Without reproducing any picture, copy the records word for word.

-- Opening Marker --

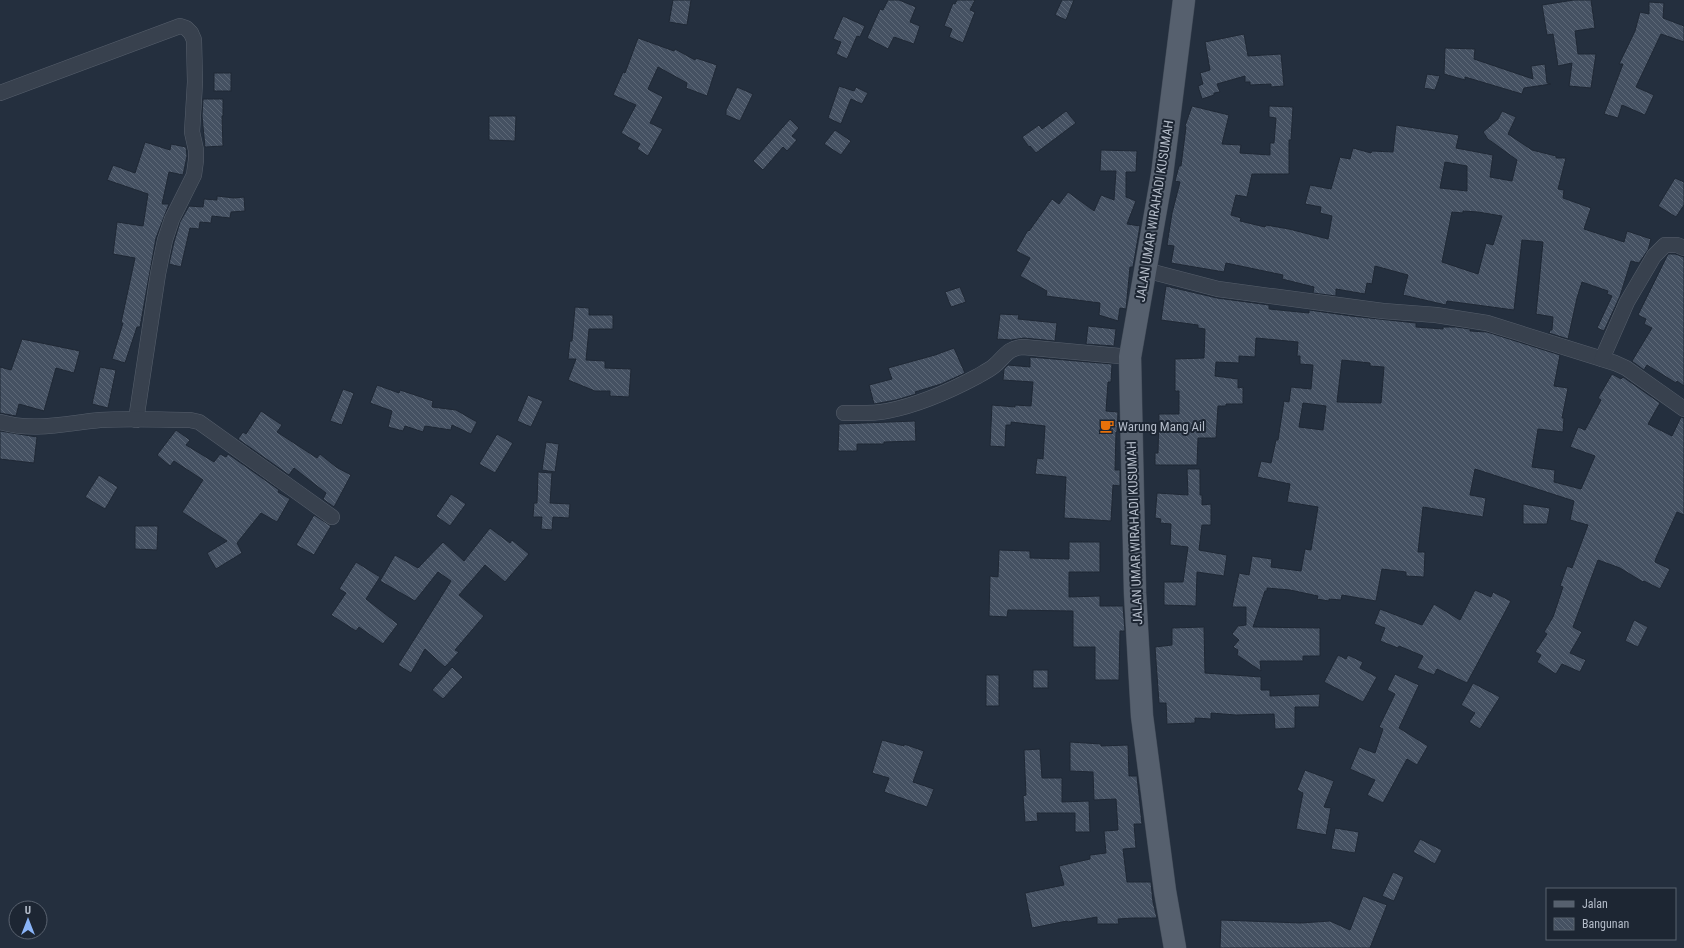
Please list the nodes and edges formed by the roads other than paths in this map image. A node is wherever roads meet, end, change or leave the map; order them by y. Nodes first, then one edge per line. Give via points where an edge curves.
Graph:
1 (1184, 0) edge
2 (0, 93) edge
3 (1684, 248) edge
4 (1144, 270) junction
5 (1130, 357) junction
6 (1602, 359) junction
7 (1684, 410) edge
8 (844, 414) dead end
9 (136, 420) junction
10 (0, 422) edge
11 (332, 516) dead end
12 (1175, 948) edge

1 - 4 main road, JALAN UMAR WIRAHADI KUSUMAH via 1162,175
2 - 9 street via 180,26 186,28 194,40 194,175 172,219 165,240
3 - 6 street via 1665,245 1654,256 1627,302
4 - 5 main road, JALAN UMAR WIRAHADI KUSUMAH
4 - 6 street via 1218,289 1487,323
5 - 8 street via 1015,347 980,375 926,400 885,412
5 - 12 main road, JALAN UMAR WIRAHADI KUSUMAH via 1135,593 1142,716
6 - 7 street via 1626,368
9 - 10 street via 102,420 31,427
9 - 11 street via 199,422

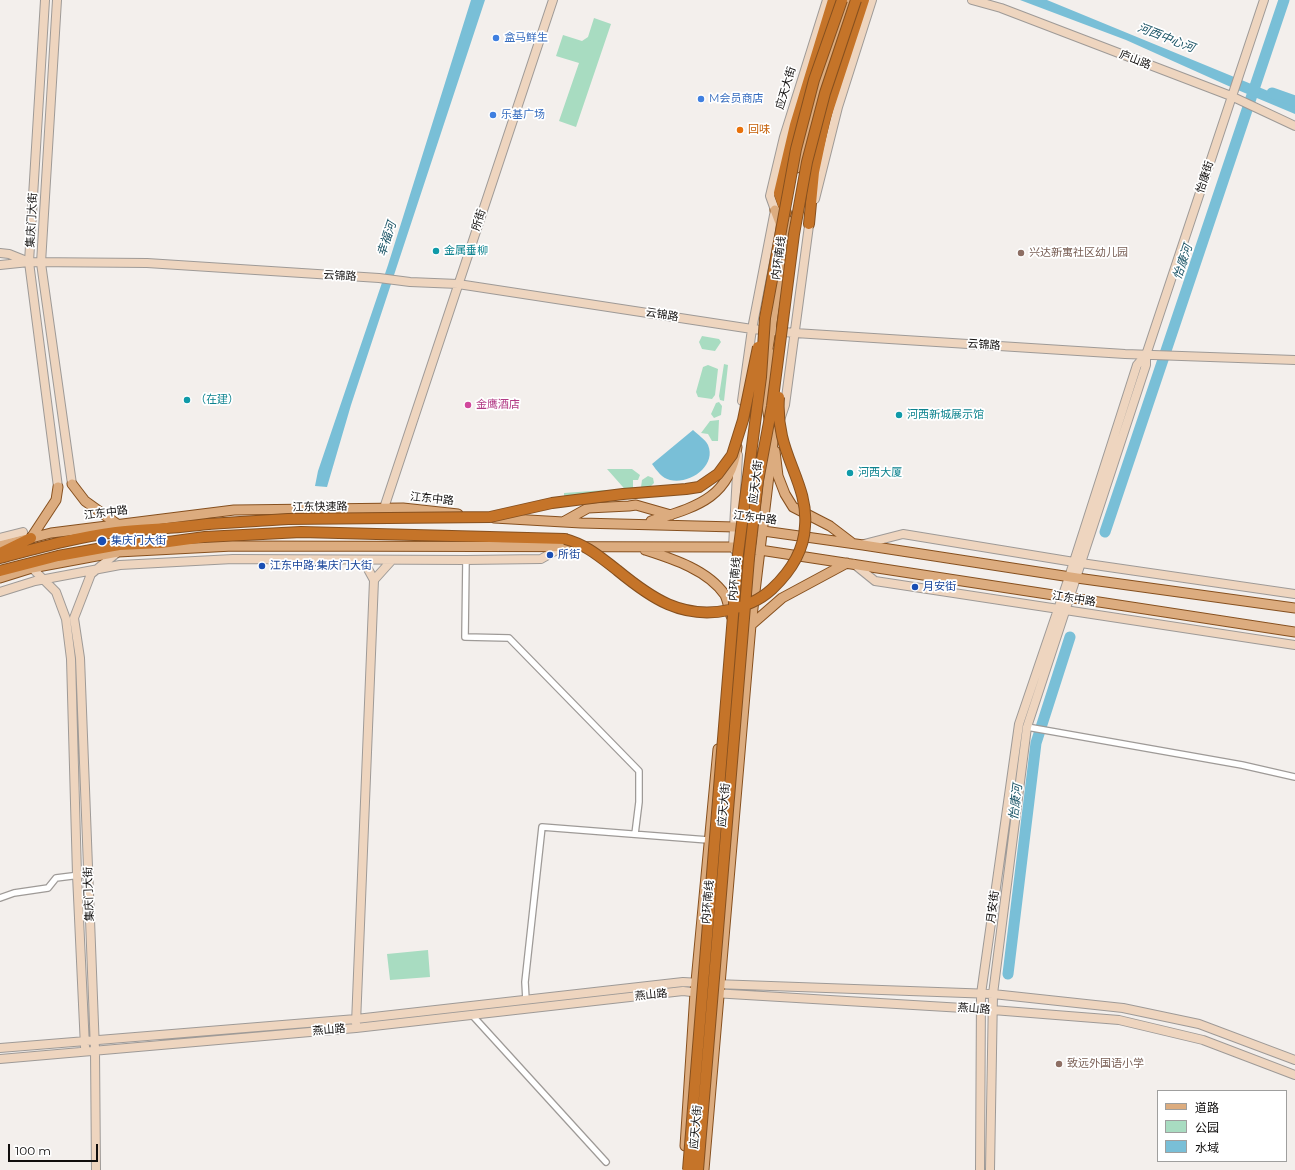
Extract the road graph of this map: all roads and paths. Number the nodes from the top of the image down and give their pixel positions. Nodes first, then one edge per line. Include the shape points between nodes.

-- Closing Marker --

**Reply to the task**.
Please list the nodes and edges formed by the roads other than paths in this map image. A node is wherever roads meet, end, change or leave the map; order them by y. Nodes first, then one edge per line. Give via points where an edge curves.
Graph:
1 (1184, 0) edge
2 (0, 93) edge
3 (1684, 248) edge
4 (1144, 270) junction
5 (1130, 357) junction
6 (1602, 359) junction
7 (1684, 410) edge
8 (844, 414) dead end
9 (136, 420) junction
10 (0, 422) edge
11 (332, 516) dead end
12 (1175, 948) edge

1 - 4 main road, JALAN UMAR WIRAHADI KUSUMAH via 1162,175
2 - 9 street via 180,26 186,28 194,40 194,175 172,219 165,240
3 - 6 street via 1665,245 1654,256 1627,302
4 - 5 main road, JALAN UMAR WIRAHADI KUSUMAH
4 - 6 street via 1218,289 1487,323
5 - 8 street via 1015,347 980,375 926,400 885,412
5 - 12 main road, JALAN UMAR WIRAHADI KUSUMAH via 1135,593 1142,716
6 - 7 street via 1626,368
9 - 10 street via 102,420 31,427
9 - 11 street via 199,422

Extract the road graph of this map: all roads and paths. Number the nodes from the top of the image down and give their pixel positions. Nodes first, then one edge per line. Include the shape points between nodes.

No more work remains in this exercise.